When I hear Cullen I think lovely little village in Scotland! Great post as always.
Very nice article kids need this kind of support
I grew up with an usual name, and had slight teasing but it wasn’t awful. Throughout my life, I’ve always faced awkward questions. My mother is Comanche (Native American) and Jewish and gave me her Comanche grandmother’s name (Weckiai). But I have red hair and lighter skin and people are sometimes surprised by the combination of my name’s origin and my looks, occasionally to the point of rude comments and accusations of lying. I like my name and won’t change it,but it makes me anxious about introductions sometimes. I plan to give Comanche names to my children as second middles.
I feel like I’ve been waiting for this post my whole life!
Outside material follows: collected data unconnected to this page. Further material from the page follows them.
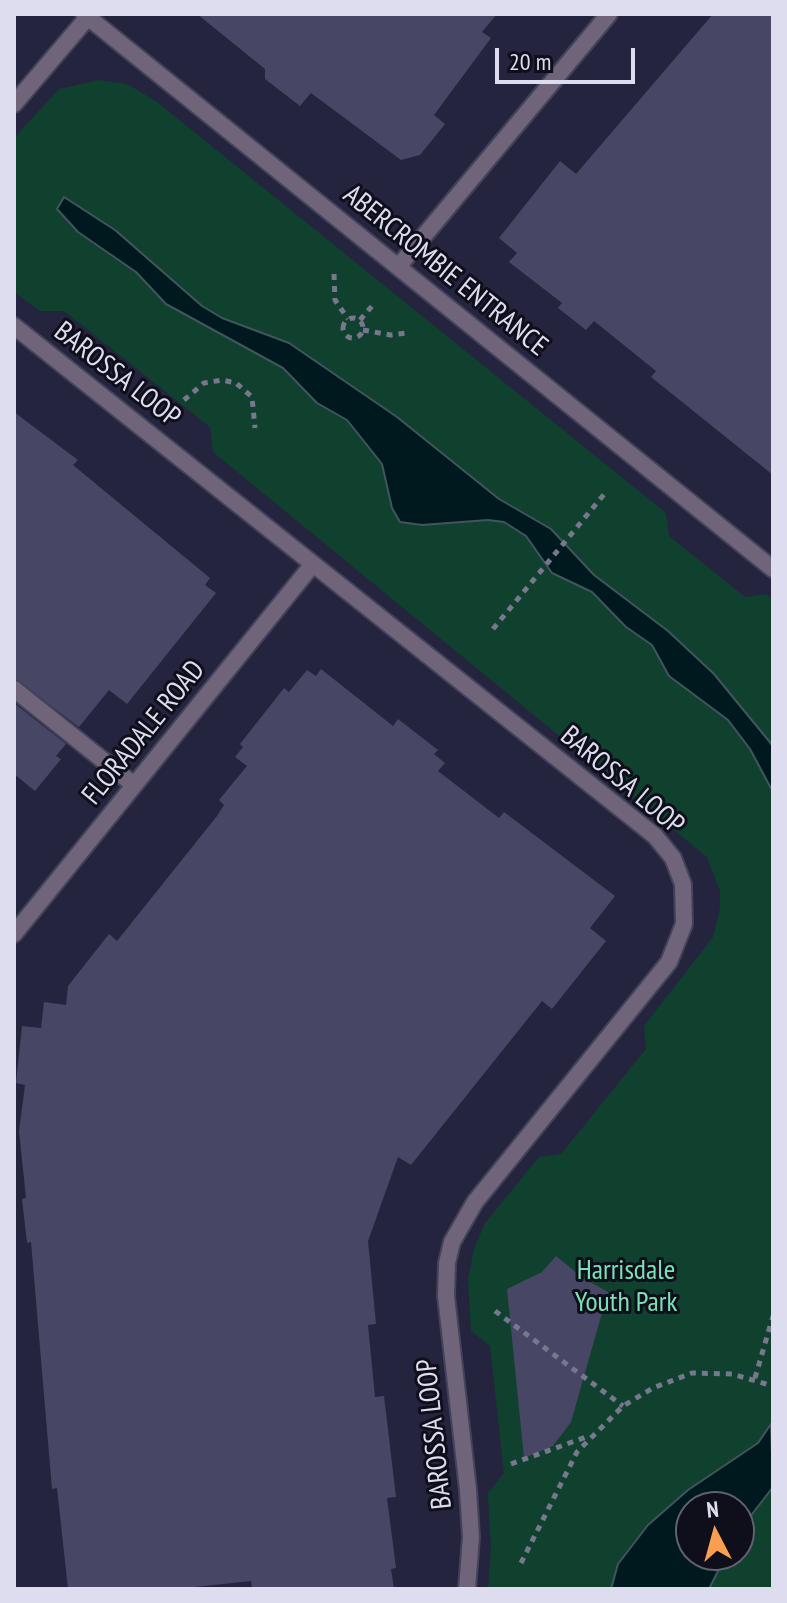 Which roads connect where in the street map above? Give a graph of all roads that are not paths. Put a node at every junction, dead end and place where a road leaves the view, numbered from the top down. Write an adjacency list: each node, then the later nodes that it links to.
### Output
1 (609, 14): 4 (street)
2 (86, 16): 3 (street); 4 (street, ABERCROMBIE ENTRANCE)
3 (14, 104)
4 (398, 267): 7 (street, ABERCROMBIE ENTRANCE)
5 (14, 326): 6 (street, BAROSSA LOOP)
6 (313, 564): 9 (street, FLORADALE ROAD); 11 (street, BAROSSA LOOP)
7 (773, 569)
8 (14, 689): 9 (street)
9 (134, 785): 10 (street, FLORADALE ROAD)
10 (14, 934)
11 (467, 1589) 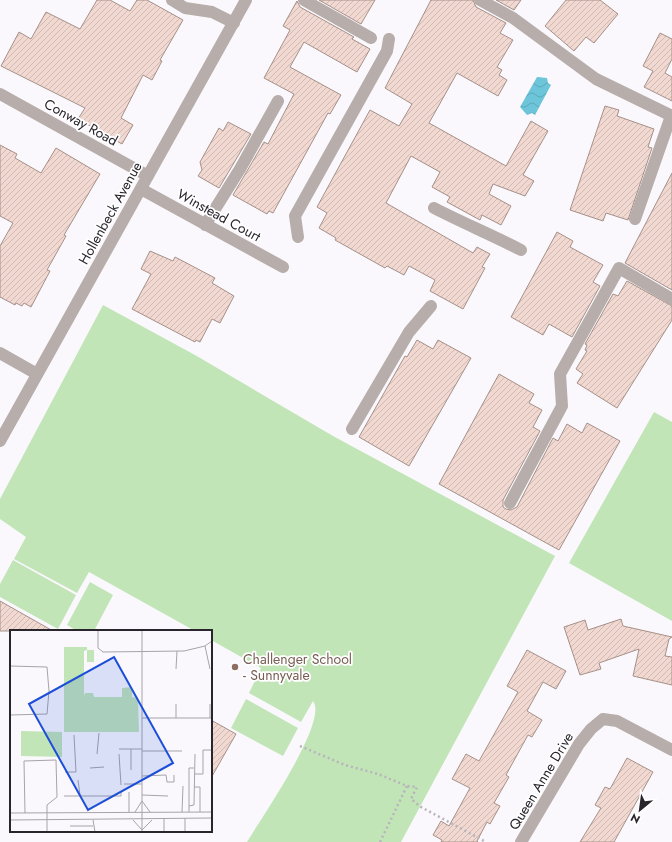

To the point about any name being teasable and name teasing being very common… my experience at 24 has been that name teasing was far less common in my school years than older generations thought, and it seems to be even less common now.
I also usually hear name teasing from other adults, rather than children, either to prospective parents or behind the backs of those with “teasable” names. The few times I’ve heard children teasing about names, it’s been about someone’s last name.
Julie G says
You somehow hit two out of three of my kid’s names in this piece. Lol! Great article and so true!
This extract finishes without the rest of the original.